Arroyo Seeks Success in 'the Continuation'
July 28, 2005

By Brian Denitzio
Reporter Staff

Above City Hall Plaza the Puerto Rican flag flaps in a warm breeze that just about makes the mid-afternoon heat bearable. It's nearing 12:30 when Felix Arroyo takes to the podium and addresses the crowd assembled for the flag raising, the kickoff for a series of events celebrating Puerto Rican heritage in the city. The city council's first Latino member, Puerto Rican-born Arroyo addresses the crowd in his native tongue to uproarious applause. Since ascending to a seat on the council in 2002, Arroyo has become a shining star to the city's burgeoning minority and progressive population &endash; a constituency that vaulted him to second place in the 2003 at-large race.

Despite examples of that base's growing clout in the two years since, Arroyo still believes that the wrong confluence of events could place him out of the money this time around. Is that kind of thinking the shrewd strategizing of a pol seeking to motivate his base? Or is it the kind of honesty that Arroyo prides himself on?

Arroyo is right to be wary of complacency among his base, says longtime political consultant Joyce Ferriabough.

"He knows what he's got to do and he's got to make sure he connects with all the folks and energizes his base so that he continues to occupy a seat," says Ferriabough. But she adds, "there's no doubt in my mind that he will get a citywide seat."

Four years ago, Arroyo says that he was a novelty.

"People thought here's a Latino running for office, but he has paid his dues," says Arroyo. That kind of thinking, he says, netted him enough votes for a fifth-place finish. After Mickey Roache vacated his council seat, Arroyo was next in line for a seat and served out the final year of the term.

A year later came "the reaffirmation," &endash; "a reaffirmation that what we are doing, while maybe controversial, is honest," says Arroyo.

That reaffirmation though, is what Arroyo says makes him vulnerable this year. Two years ago he argues, that after a fifth place finish in the primary, his base thought he was vulnerable and went the extra mile. He says those who did not want to see him in office wrote him off.

"People who didn't want me in office thought I was a meteor instead of a regular star," says Arroyo.

In 2005, his place in the galaxy affirmed, Arroyo admits that the forces that propelled him to a strong finish in '03 could prove fatal this year.

"This time, the people who didn't want me in office know I'm in office so there is the potential for them to do something," says Arroyo. "The people who want me in office might think I'm safe."

As the 2005 race, which Arroyo calls "the continuation" enters the dog days of summer, Arroyo believes he could place as high as second and as low as fifth come November. All he can do, he says is ask voters to consider his record.

 

Opposite his desk in his City Hall office, Arroyo has taped up a number of quotes, credited to a range of figures from Churchill to Gandhi. He says he looks to the quotes often to see that ideas can transcend labels. A quote from President Eisenhower, hardly a lefty, cautions against tinkering with the country's social programs, and a quote from Pope John Paul II expresses opposition to the war in Iraq. Both are examples of following values and not ideology, Arroyo says.
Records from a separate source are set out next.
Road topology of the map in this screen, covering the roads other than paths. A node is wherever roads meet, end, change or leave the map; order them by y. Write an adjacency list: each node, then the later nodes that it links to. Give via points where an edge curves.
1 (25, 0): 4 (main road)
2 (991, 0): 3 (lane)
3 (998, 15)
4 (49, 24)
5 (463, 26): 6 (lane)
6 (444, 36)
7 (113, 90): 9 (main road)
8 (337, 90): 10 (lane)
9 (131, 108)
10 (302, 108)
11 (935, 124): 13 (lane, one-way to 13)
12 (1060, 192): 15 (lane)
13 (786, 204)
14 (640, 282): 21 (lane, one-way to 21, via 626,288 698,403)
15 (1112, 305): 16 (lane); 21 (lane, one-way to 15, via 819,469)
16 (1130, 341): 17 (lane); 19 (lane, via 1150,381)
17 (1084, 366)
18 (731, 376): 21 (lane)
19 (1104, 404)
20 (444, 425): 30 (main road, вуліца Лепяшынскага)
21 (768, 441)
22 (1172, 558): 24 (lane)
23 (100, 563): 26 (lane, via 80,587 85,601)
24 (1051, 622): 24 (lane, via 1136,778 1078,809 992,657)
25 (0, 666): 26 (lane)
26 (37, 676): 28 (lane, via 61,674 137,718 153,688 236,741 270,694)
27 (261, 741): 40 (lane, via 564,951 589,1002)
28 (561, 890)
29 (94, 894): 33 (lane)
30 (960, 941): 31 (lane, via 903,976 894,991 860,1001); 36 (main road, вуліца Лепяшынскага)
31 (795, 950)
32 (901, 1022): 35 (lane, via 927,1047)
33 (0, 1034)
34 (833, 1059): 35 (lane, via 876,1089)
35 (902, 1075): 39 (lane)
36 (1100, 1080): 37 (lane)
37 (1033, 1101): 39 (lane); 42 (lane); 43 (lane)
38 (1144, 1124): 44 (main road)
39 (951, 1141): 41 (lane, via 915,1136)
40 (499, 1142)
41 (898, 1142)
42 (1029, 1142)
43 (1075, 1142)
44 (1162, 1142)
He legislates based on values, "universal values" he calls them, "that each one of us holds inside," that are rooted in fairness and equity. While some of those values have earned him the label of a progressive, he says he arrives at decisions not through adherence to a party line, but by following those values.

"Where do you put your emphasis," Arroyo asks rhetorically. "Not on the ones who already have, but on the ones who don't."

His hope is that voters will look at his record and measure him against those values.

"Apply those principles and tell me whether I have been true to them or not," says Arroyo.

The principles of fairness and equity, Arroyo says, motivate him to call for a new tack in how the city handles planning and development. In the Boston Redevelopment Authority, Arroyo sees a conflict of interest.

"We cannot leave the city planning process to the people who profit from it," says Arroyo.

A key part of his platform this year is advocating for the creation of the Boston Planning Department. The group would operate independent of developers with the interest of the city, not developers, as its top priority.

Another issue important to Arroyo is education. He is a former member of the Boston School Committee, and a teacher in Puerto Rico before coming to America nearly thirty years ago to study education at Harvard, and Arroyo believes that the city's children are owed the finest education in the world.

"That we still haven't found the formula to make the best schools should be our shame," says Arroyo.

More specifically, he believes that more planning is necessary before the city jumps into the implementation of neighborhood schools, and furthermore wishes to see an end to the utilization of MCAS as a graduation requirement.

Each month Arroyo publishes a newsletter outlining his stance and accomplishments on these and other issues important to his campaign. He says he and his staff strive to keep it short and understandable, so constituents can take an easy look at his record on the issues. He hopes that they give him the same consideration come Election Day.

"If people feel that I have done enough for them, they will bring me back to the council," says Arroyo.